Fue la sorprendente conclusión a la que llegó el humorista John Hargrave que realizó un estudio de campo muy sui generis a base de dedicarse durante una temporada a “tunear” su firma cada vez que tenía que efectuar algún pago que requiriese el autógrafo. Desde firmar como Mariah Carey, como Beethoven, con el símbolo con el que quiso ser identificado el músico Prince o efectuar diversos dibujos en torno a la firma, tales como corazoncitos o un arco iris o incluso firmar con una serie de fantasmas perseguidos por un comecocos… jamás tuvo el más mínimo problema, ni siquiera cuando firmó escribiendo “he robado esta tarjeta”. Comprobó la veracidad de lo enunciado por la historiadora Tamara Plakins Thornton relativo a la escasa importancia que iba teniendo nuestra firma manuscrita en una época en la que nuestra identidad para transacciones se confirma con un PIN o una clave que se puede teclear.
Thornton analiza en “Historia cultural de la escritura a mano en Norteamérica” como la firma manuscrita se constituye en paradigma de la identificación del individuo en torno al s. XVIII, aunque sólo para aquellos individuos que poseían la suficiente formación como para saber leer y escribir, puesto que las personas analfabetas en ocasiones sólo podían plasmar su conformidad en un documento marcando con una X o un garabato ilegible en presencia de testigos que acreditasen su acuerdo.
Progresivamente la población va alfabetizándose y en la Norteamérica anglosajona (a la que se refiere el estudio) se va extendiendo la idea de reconocer y afirmar la propia identidad mediante la firma, que suele identificarse con la escritura del propio nombre, más que con otras fórmulas más cercanas en ocasiones a la rúbrica no identificable propiamente con las letras que suele ser más habitual en Europa. Desde ese momento la escritura del nombre se asocia a la confirmación de la identidad y se da por sentado que el tipo de letra que cada persona usa como su escritura es su firma.
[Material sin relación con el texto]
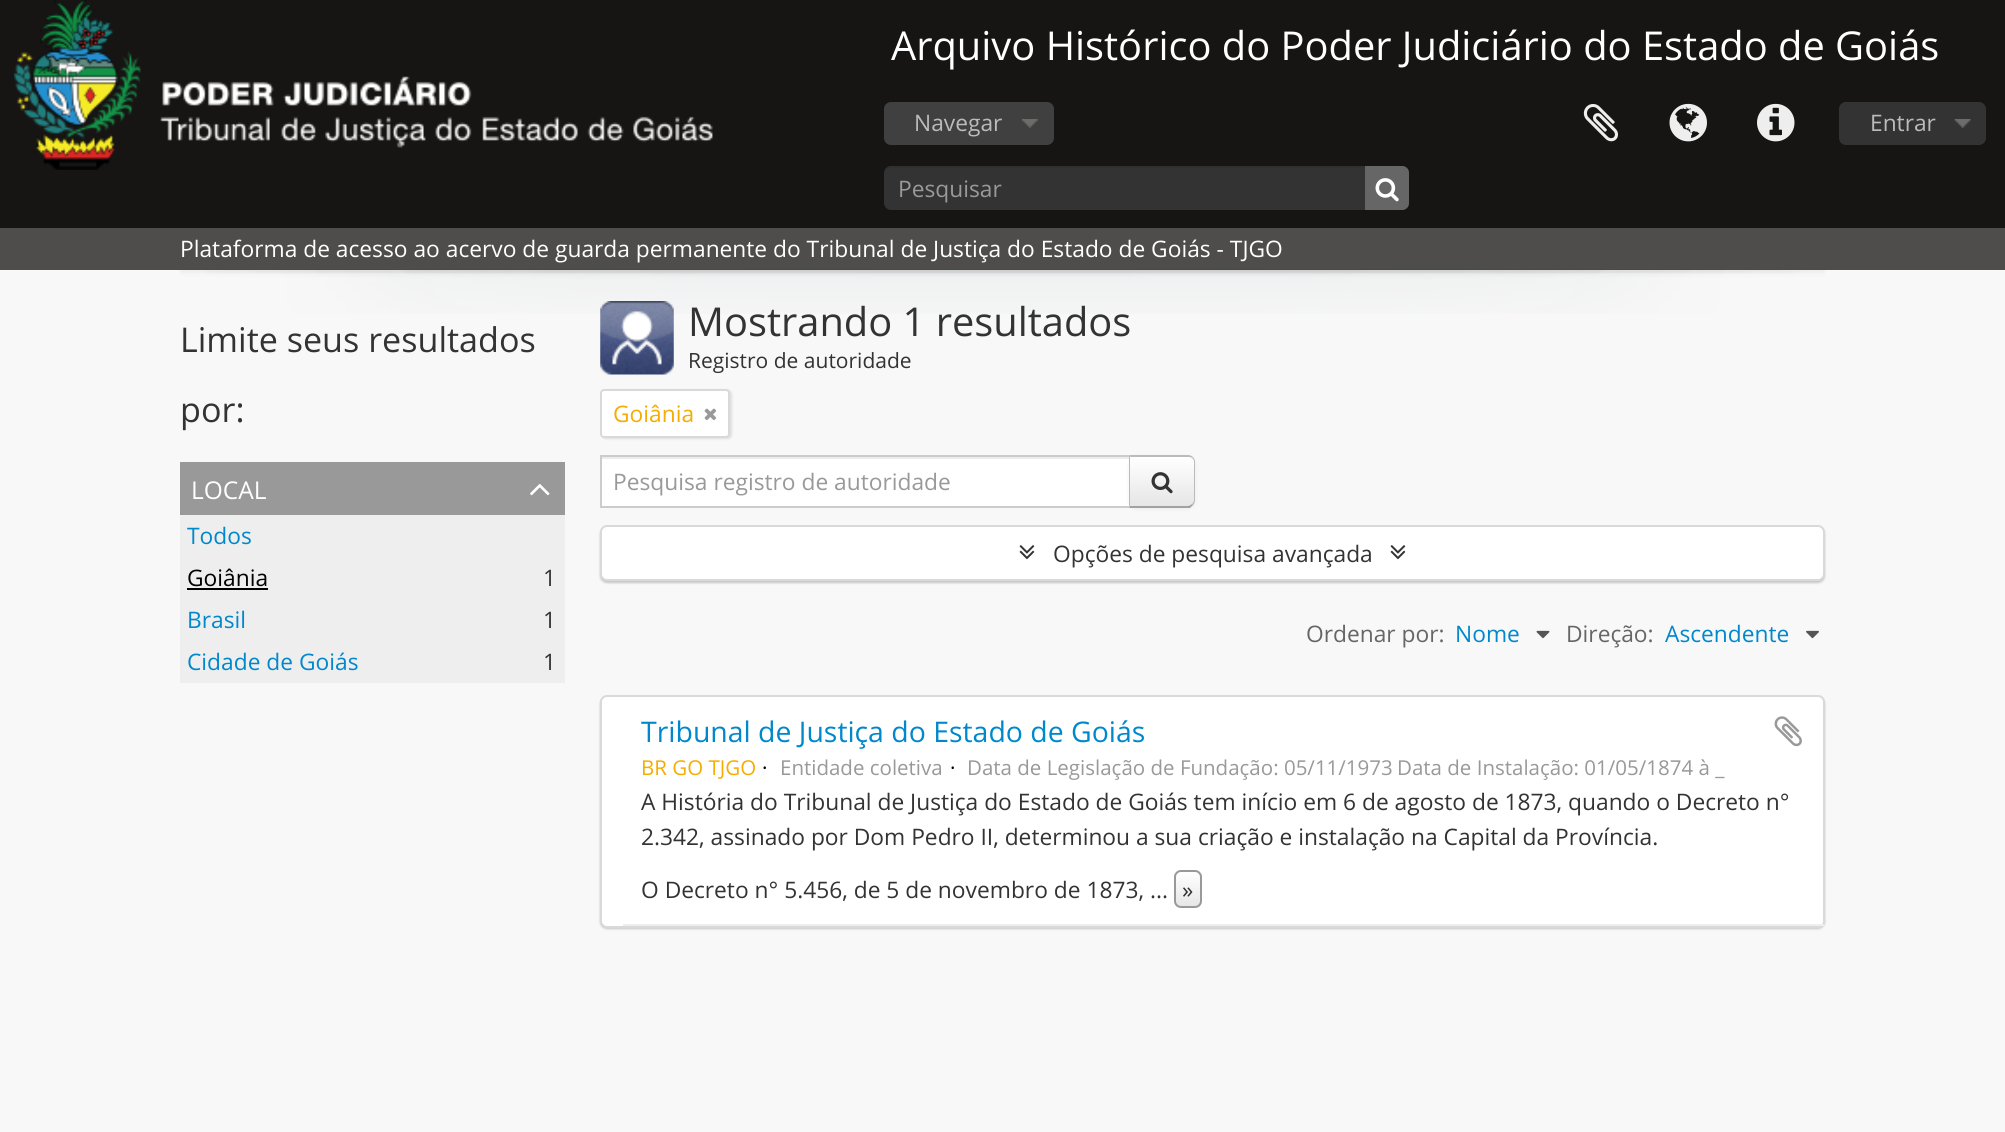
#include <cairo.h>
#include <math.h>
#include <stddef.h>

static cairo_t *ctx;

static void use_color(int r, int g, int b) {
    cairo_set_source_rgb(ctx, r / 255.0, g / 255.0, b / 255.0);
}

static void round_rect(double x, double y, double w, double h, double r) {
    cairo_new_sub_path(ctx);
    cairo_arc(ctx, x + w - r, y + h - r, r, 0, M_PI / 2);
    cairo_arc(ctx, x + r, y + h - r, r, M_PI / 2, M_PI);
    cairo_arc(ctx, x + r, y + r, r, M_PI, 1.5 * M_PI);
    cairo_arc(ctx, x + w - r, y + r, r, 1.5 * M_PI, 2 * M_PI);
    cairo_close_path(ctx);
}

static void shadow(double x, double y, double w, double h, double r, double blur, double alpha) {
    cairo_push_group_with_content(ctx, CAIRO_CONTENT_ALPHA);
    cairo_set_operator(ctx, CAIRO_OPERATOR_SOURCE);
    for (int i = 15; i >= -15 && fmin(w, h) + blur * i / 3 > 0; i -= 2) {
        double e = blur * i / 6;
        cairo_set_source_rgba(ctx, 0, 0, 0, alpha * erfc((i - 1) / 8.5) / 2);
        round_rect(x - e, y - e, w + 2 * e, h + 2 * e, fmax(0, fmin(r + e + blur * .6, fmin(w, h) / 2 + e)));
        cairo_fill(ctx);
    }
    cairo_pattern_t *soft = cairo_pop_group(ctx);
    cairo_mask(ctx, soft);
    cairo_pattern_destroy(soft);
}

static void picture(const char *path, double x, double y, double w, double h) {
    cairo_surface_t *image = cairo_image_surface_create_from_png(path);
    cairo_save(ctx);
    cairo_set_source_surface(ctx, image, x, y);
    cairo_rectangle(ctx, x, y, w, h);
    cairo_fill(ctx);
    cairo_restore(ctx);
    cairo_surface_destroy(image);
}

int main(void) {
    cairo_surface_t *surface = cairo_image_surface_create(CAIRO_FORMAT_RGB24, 2005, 1132);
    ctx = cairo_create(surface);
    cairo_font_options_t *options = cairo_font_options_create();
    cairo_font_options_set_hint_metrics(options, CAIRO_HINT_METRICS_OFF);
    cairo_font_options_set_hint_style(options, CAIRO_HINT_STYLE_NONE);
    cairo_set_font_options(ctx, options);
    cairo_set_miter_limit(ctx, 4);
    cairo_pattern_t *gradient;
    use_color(248, 248, 248);
    cairo_paint(ctx);
    use_color(22, 21, 20);
    cairo_rectangle(ctx, 0, 0, 2005, 228);
    cairo_fill(ctx);
    picture("img1.png", 14, 0, 699, 170);
    cairo_select_font_face(ctx, "Open Sans", CAIRO_FONT_SLANT_NORMAL, CAIRO_FONT_WEIGHT_NORMAL);
    cairo_set_font_size(ctx, 39.8);
    use_color(255, 255, 255);
    cairo_move_to(ctx, 891, 60);
    cairo_show_text(ctx, "Arquivo Histórico do Poder Judiciário do Estado de Goiás");
    use_color(64, 64, 64);
    round_rect(884, 102, 170, 43, 7);
    cairo_fill(ctx);
    picture("img2.png", 1022, 119, 17, 9);
    cairo_set_font_size(ctx, 22.75);
    use_color(187, 187, 187);
    cairo_move_to(ctx, 914, 131);
    cairo_show_text(ctx, "Navegar");
    use_color(51, 51, 51);
    round_rect(884, 166, 525, 44, 7);
    cairo_fill(ctx);
    cairo_set_source_rgba(ctx, 0, 0, 0, 0.07);
    cairo_new_path(ctx);
    cairo_move_to(ctx, 891, 168);
    cairo_line_to(ctx, 1402, 168);
    cairo_curve_to(ctx, 1406, 168, 1409, 171, 1409, 175);
    cairo_curve_to(ctx, 1409, 171, 1407, 166, 1402, 166);
    cairo_line_to(ctx, 891, 166);
    cairo_curve_to(ctx, 886, 166, 884, 171, 884, 175);
    cairo_curve_to(ctx, 884, 171, 887, 168, 891, 168);
    cairo_close_path(ctx);
    cairo_fill(ctx);
    use_color(153, 153, 153);
    cairo_move_to(ctx, 898, 197);
    cairo_show_text(ctx, "Pesquisar");
    use_color(102, 102, 102);
    cairo_new_path(ctx);
    cairo_move_to(ctx, 1365, 166);
    cairo_line_to(ctx, 1402, 166);
    cairo_curve_to(ctx, 1406, 166, 1409, 169, 1409, 173);
    cairo_line_to(ctx, 1409, 203);
    cairo_curve_to(ctx, 1409, 207, 1406, 210, 1402, 210);
    cairo_line_to(ctx, 1365, 210);
    cairo_close_path(ctx);
    cairo_fill(ctx);
    picture("img3.png", 1375, 178, 24, 24);
    picture("img4.png", 1583, 104, 35, 38);
    picture("img5.png", 1669, 103, 38, 39);
    picture("img6.png", 1757, 103, 38, 39);
    use_color(51, 51, 51);
    round_rect(1839, 102, 147, 43, 7);
    cairo_fill(ctx);
    picture("img7.png", 1954, 119, 17, 9);
    use_color(187, 187, 187);
    cairo_move_to(ctx, 1870, 131);
    cairo_show_text(ctx, "Entrar");
    picture("img8.png", 180, 269, 1645, 45);
    cairo_set_source_rgba(ctx, 0.086, 0.082, 0.078, 0.75);
    cairo_rectangle(ctx, 0, 228, 2005, 42);
    cairo_fill(ctx);
    use_color(255, 255, 255);
    cairo_move_to(ctx, 180, 257);
    cairo_show_text(ctx, "Plataforma de acesso ao acervo de guarda permanente do Tribunal de Justiça do Estado de Goiás - TJGO");
    cairo_set_font_size(ctx, 34.1);
    use_color(51, 51, 51);
    cairo_move_to(ctx, 180, 352);
    cairo_show_text(ctx, "Limite seus resultados");
    cairo_move_to(ctx, 180, 422);
    cairo_show_text(ctx, "por:");
    use_color(153, 153, 153);
    cairo_rectangle(ctx, 180, 462, 385, 53);
    cairo_fill(ctx);
    cairo_set_font_size(ctx, 24.5);
    use_color(255, 255, 255);
    cairo_move_to(ctx, 191, 499);
    cairo_show_text(ctx, "LOCAL");
    picture("img9.png", 530, 484, 20, 12);
    use_color(238, 238, 238);
    cairo_rectangle(ctx, 180, 515, 385, 168);
    cairo_fill(ctx);
    cairo_set_font_size(ctx, 22.75);
    use_color(0, 136, 204);
    cairo_move_to(ctx, 187, 544);
    cairo_show_text(ctx, "Todos");
    use_color(0, 0, 0);
    cairo_move_to(ctx, 187, 586);
    cairo_show_text(ctx, "Goiânia");
    cairo_rectangle(ctx, 187, 588, 81, 2);
    cairo_fill(ctx);
    use_color(51, 51, 51);
    cairo_move_to(ctx, 543, 586);
    cairo_show_text(ctx, "1");
    use_color(0, 136, 204);
    cairo_move_to(ctx, 187, 628);
    cairo_show_text(ctx, "Brasil");
    use_color(51, 51, 51);
    cairo_move_to(ctx, 543, 628);
    cairo_show_text(ctx, "1");
    use_color(0, 136, 204);
    cairo_move_to(ctx, 187, 670);
    cairo_show_text(ctx, "Cidade de Goiás");
    use_color(51, 51, 51);
    cairo_move_to(ctx, 543, 670);
    cairo_show_text(ctx, "1");
    picture("img10.png", 600, 301, 74, 74);
    cairo_set_font_size(ctx, 39.8);
    cairo_move_to(ctx, 688, 336);
    cairo_show_text(ctx, "Mostrando 1 resultados");
    cairo_set_font_size(ctx, 21);
    cairo_move_to(ctx, 688, 368);
    cairo_show_text(ctx, "Registro de autoridade");
    use_color(0, 0, 0);
    shadow(602, 390, 130, 49, 4, 1, 0.1);
    use_color(255, 255, 255);
    round_rect(601, 390, 128, 47, 3);
    cairo_fill_preserve(ctx);
    use_color(217, 217, 217);
    cairo_stroke(ctx);
    cairo_set_font_size(ctx, 22.75);
    use_color(246, 172, 0);
    cairo_move_to(ctx, 613, 422);
    cairo_show_text(ctx, "Goiânia");
    picture("img11.png", 704, 408, 13, 13);
    use_color(255, 255, 255);
    cairo_rectangle(ctx, 602, 459, 527, 47);
    cairo_fill(ctx);
    use_color(236, 236, 236);
    cairo_rectangle(ctx, 602, 457, 529, 2);
    cairo_fill(ctx);
    cairo_rectangle(ctx, 601, 456, 530, 51);
    use_color(204, 204, 204);
    cairo_stroke(ctx);
    use_color(153, 153, 153);
    cairo_move_to(ctx, 613, 490);
    cairo_show_text(ctx, "Pesquisa registro de autoridade");
    use_color(0, 0, 0);
    shadow(1129, 457, 66, 52, 7, 2, 0.05);
    use_color(245, 245, 245);
    cairo_new_path(ctx);
    cairo_move_to(ctx, 1129, 455);
    cairo_line_to(ctx, 1188, 455);
    cairo_curve_to(ctx, 1192, 455, 1195, 458, 1195, 462);
    cairo_line_to(ctx, 1195, 501);
    cairo_curve_to(ctx, 1195, 505, 1192, 508, 1188, 508);
    cairo_line_to(ctx, 1129, 508);
    cairo_close_path(ctx);
    cairo_fill(ctx);
    cairo_save(ctx);
    cairo_new_path(ctx);
    cairo_move_to(ctx, 1129, 455);
    cairo_line_to(ctx, 1188, 455);
    cairo_curve_to(ctx, 1192, 455, 1195, 458, 1195, 462);
    cairo_line_to(ctx, 1195, 501);
    cairo_curve_to(ctx, 1195, 505, 1192, 508, 1188, 508);
    cairo_line_to(ctx, 1129, 508);
    cairo_close_path(ctx);
    cairo_clip(ctx);
    gradient = cairo_pattern_create_linear(1162, 457, 1162, 506);
    cairo_pattern_add_color_stop_rgba(gradient, 0, 1, 1, 1, 1);
    cairo_pattern_add_color_stop_rgba(gradient, 1, 0.902, 0.902, 0.902, 1);
    cairo_set_source(ctx, gradient);
    cairo_pattern_destroy(gradient);
    cairo_rectangle(ctx, 1130, 457, 65, 49);
    cairo_fill(ctx);
    cairo_restore(ctx);
    use_color(187, 187, 187);
    cairo_new_path(ctx);
    cairo_move_to(ctx, 1129, 455);
    cairo_line_to(ctx, 1131, 457);
    cairo_line_to(ctx, 1188, 457);
    cairo_curve_to(ctx, 1189, 457, 1191, 457, 1192, 458);
    cairo_line_to(ctx, 1193, 457);
    cairo_curve_to(ctx, 1192, 456, 1190, 455, 1188, 455);
    cairo_close_path(ctx);
    cairo_fill(ctx);
    cairo_new_path(ctx);
    cairo_move_to(ctx, 1193, 457);
    cairo_curve_to(ctx, 1194, 458, 1195, 460, 1195, 462);
    cairo_line_to(ctx, 1195, 500);
    cairo_curve_to(ctx, 1195, 502, 1194, 504, 1193, 505);
    cairo_line_to(ctx, 1192, 504);
    cairo_curve_to(ctx, 1193, 503, 1194, 502, 1194, 500);
    cairo_line_to(ctx, 1194, 462);
    cairo_curve_to(ctx, 1194, 460, 1193, 459, 1192, 458);
    cairo_close_path(ctx);
    cairo_fill(ctx);
    use_color(162, 162, 162);
    cairo_new_path(ctx);
    cairo_move_to(ctx, 1129, 508);
    cairo_line_to(ctx, 1130, 506);
    cairo_line_to(ctx, 1188, 506);
    cairo_curve_to(ctx, 1189, 506, 1191, 505, 1192, 504);
    cairo_line_to(ctx, 1193, 505);
    cairo_line_to(ctx, 1190, 508);
    cairo_close_path(ctx);
    cairo_fill(ctx);
    use_color(187, 187, 187);
    cairo_new_path(ctx);
    cairo_move_to(ctx, 1130, 457);
    cairo_line_to(ctx, 1131, 457);
    cairo_line_to(ctx, 1129, 455);
    cairo_line_to(ctx, 1129, 507);
    cairo_line_to(ctx, 1130, 506);
    cairo_close_path(ctx);
    cairo_fill(ctx);
    picture("img12.png", 1151, 472, 22, 22);
    use_color(0, 0, 0);
    shadow(600, 527, 1225, 56, 7, 1, 0.2);
    use_color(255, 255, 255);
    round_rect(601, 526, 1223, 54, 6);
    cairo_fill_preserve(ctx);
    use_color(217, 217, 217);
    cairo_stroke(ctx);
    picture("img13.png", 1019, 545, 16, 15);
    use_color(51, 51, 51);
    cairo_move_to(ctx, 1053, 562);
    cairo_show_text(ctx, "Opções de pesquisa avançada");
    picture("img13.png", 1390, 545, 16, 15);
    use_color(102, 102, 102);
    cairo_move_to(ctx, 1306, 642);
    cairo_show_text(ctx, "Ordenar por:");
    use_color(0, 136, 204);
    cairo_move_to(ctx, 1455, 642);
    cairo_show_text(ctx, "Nome");
    picture("img14.png", 1536, 630, 14, 9);
    use_color(102, 102, 102);
    cairo_move_to(ctx, 1566, 642);
    cairo_show_text(ctx, "Direção:");
    use_color(0, 136, 204);
    cairo_move_to(ctx, 1665, 642);
    cairo_show_text(ctx, "Ascendente");
    picture("img15.png", 1806, 630, 13, 9);
    use_color(0, 0, 0);
    shadow(600, 697, 1225, 232, 7, 1, 0.2);
    use_color(255, 255, 255);
    round_rect(601, 696, 1223, 231, 6);
    cairo_fill_preserve(ctx);
    use_color(217, 217, 217);
    cairo_stroke(ctx);
    use_color(238, 238, 238);
    cairo_rectangle(ctx, 623, 924, 1201, 2);
    cairo_fill(ctx);
    cairo_save(ctx);
    cairo_rectangle(ctx, 641, 714, 1121, 35);
    cairo_clip(ctx);
    cairo_set_font_size(ctx, 28.4);
    use_color(0, 136, 204);
    cairo_move_to(ctx, 641, 742);
    cairo_show_text(ctx, "Tribunal de Justiça do Estado de Goiás");
    cairo_restore(ctx);
    picture("img16.png", 1774, 716, 28, 31);
    cairo_set_font_size(ctx, 20.5);
    use_color(246, 172, 0);
    cairo_move_to(ctx, 641, 775);
    cairo_show_text(ctx, "BR GO TJGO");
    use_color(0, 0, 0);
    cairo_move_to(ctx, 762, 775);
    cairo_show_text(ctx, "·");
    use_color(153, 153, 153);
    cairo_move_to(ctx, 780, 775);
    cairo_show_text(ctx, "Entidade coletiva");
    use_color(0, 0, 0);
    cairo_move_to(ctx, 950, 775);
    cairo_show_text(ctx, "·");
    use_color(153, 153, 153);
    cairo_move_to(ctx, 967, 775);
    cairo_show_text(ctx, "Data de Legislação de Fundação: 05/11/1973");
    cairo_move_to(ctx, 1397, 775);
    cairo_show_text(ctx, "Data de Instalação: 01/05/1874 à _");
    cairo_set_font_size(ctx, 22.75);
    use_color(51, 51, 51);
    cairo_move_to(ctx, 641, 810);
    cairo_show_text(ctx, "A História do Tribunal de Justiça do Estado de Goiás tem início em 6 de agosto de 1873, quando o Decreto n°");
    cairo_move_to(ctx, 641, 845);
    cairo_show_text(ctx, "2.342, assinado por Dom Pedro II, determinou a sua criação e instalação na Capital da Província.");
    cairo_move_to(ctx, 641, 898);
    cairo_show_text(ctx, "O Decreto n° 5.456, de 5 de novembro de 1873, ...");
    cairo_save(ctx);
    round_rect(1174, 870, 28, 38, 7);
    cairo_clip(ctx);
    gradient = cairo_pattern_create_linear(1188, 872, 1188, 907);
    cairo_pattern_add_color_stop_rgba(gradient, 0, 1, 1, 1, 1);
    cairo_pattern_add_color_stop_rgba(gradient, 1, 0.902, 0.902, 0.902, 1);
    cairo_set_source(ctx, gradient);
    cairo_pattern_destroy(gradient);
    cairo_rectangle(ctx, 1174, 872, 28, 35);
    cairo_fill(ctx);
    cairo_restore(ctx);
    round_rect(1175, 871, 26, 36, 6);
    use_color(153, 153, 153);
    cairo_stroke(ctx);
    use_color(51, 51, 51);
    cairo_move_to(ctx, 1182, 898);
    cairo_show_text(ctx, "»");
    cairo_surface_write_to_png(surface, "result.png");
    cairo_font_options_destroy(options);
    cairo_destroy(ctx);
    cairo_surface_destroy(surface);
    return 0;
}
La cosa comienza a variar con la llegada de los dispositivos electrónicos que realizan esta comprobación de identidad por dos métodos: firma sobre una pantalla táctil o introducción de la contraseña a través de un teclado.
En el segundo caso queda claro que la escritura manual queda definitivamente desterrada, pero incluso en el primer supuesto la notable diferencia con los medios, herramientas y técnicas habituales en la escritura a mano llegan a desvirtuar casi por completo el componente de identificación de caligrafía e individuo. Como ejemplo recordemos la última vez que firmamos sobre una pantalla táctil con un pequeño punzón de plástico… ¿algún parecido entre ese garabato y nuestra firma?
La diferencia de superficie, peso del útil de escritura. en ocasiones lo forzado de la postura o lo reducido del espacio para firmar, la imposibilidad de apoyar el dorso de la mano como hacemos al escribir sobre papel… ni sostenemos un bolígrafo, ni sentimos el tacto de arrastrarse su punta sobre el papel ni el peso y forma del punzón tienen nada que ver con boli o lápiz. La suma de todos esos factores da como resultado algo más parecido a la lista de la compra de alguien en evidente estado de embriaguez que esa firma que tanta clase y distinción refleja y que tanto nos ha costado perfeccionar.
Afortunadamente los encargados de verificar nuestras firmas en restaurantes, tiendas, servicios de mensajería etc. son conscientes de esta situación y bien por esa circunstancia, bien por confianza en que realmente somos quienes decimos ser bien por mera indiferencia, no suelen someter nuestra firma en un resbaladizo papel térmico (con bolígrafos que de repente dejan de escribir durante un trazo y nos obligan a corregir sobre la marcha, modificando improvisadamente nuestra firma) o sobre la pantalla táctil a un escrutinio más propio de una prueba pericial caligráfica.
Además en los últimos tiempos va avanzando la biometría y su aplicación a la confirmación de la identidad para mayor seguridad en diversos sectores. Un examen de la retina o de la huella dactilar se realiza de manera rápida, cómoda, no intrusiva, fiable, infalsificable (salvo que arranques un dedo o un ojo a otra persona) y si se generaliza la comprobación de la identidad por estos medios será aún más infrecuente la necesidad de firmar en algún sitio para dejar constancia de nuestra identidad.
Si a eso le sumamos la tendencia que históricamente se ha observado a esquematizar los trazos de las firmas, Thornton afirma que en un plazo de en torno a 20 años la firma manuscrita podría pasar a ser algo casi residual.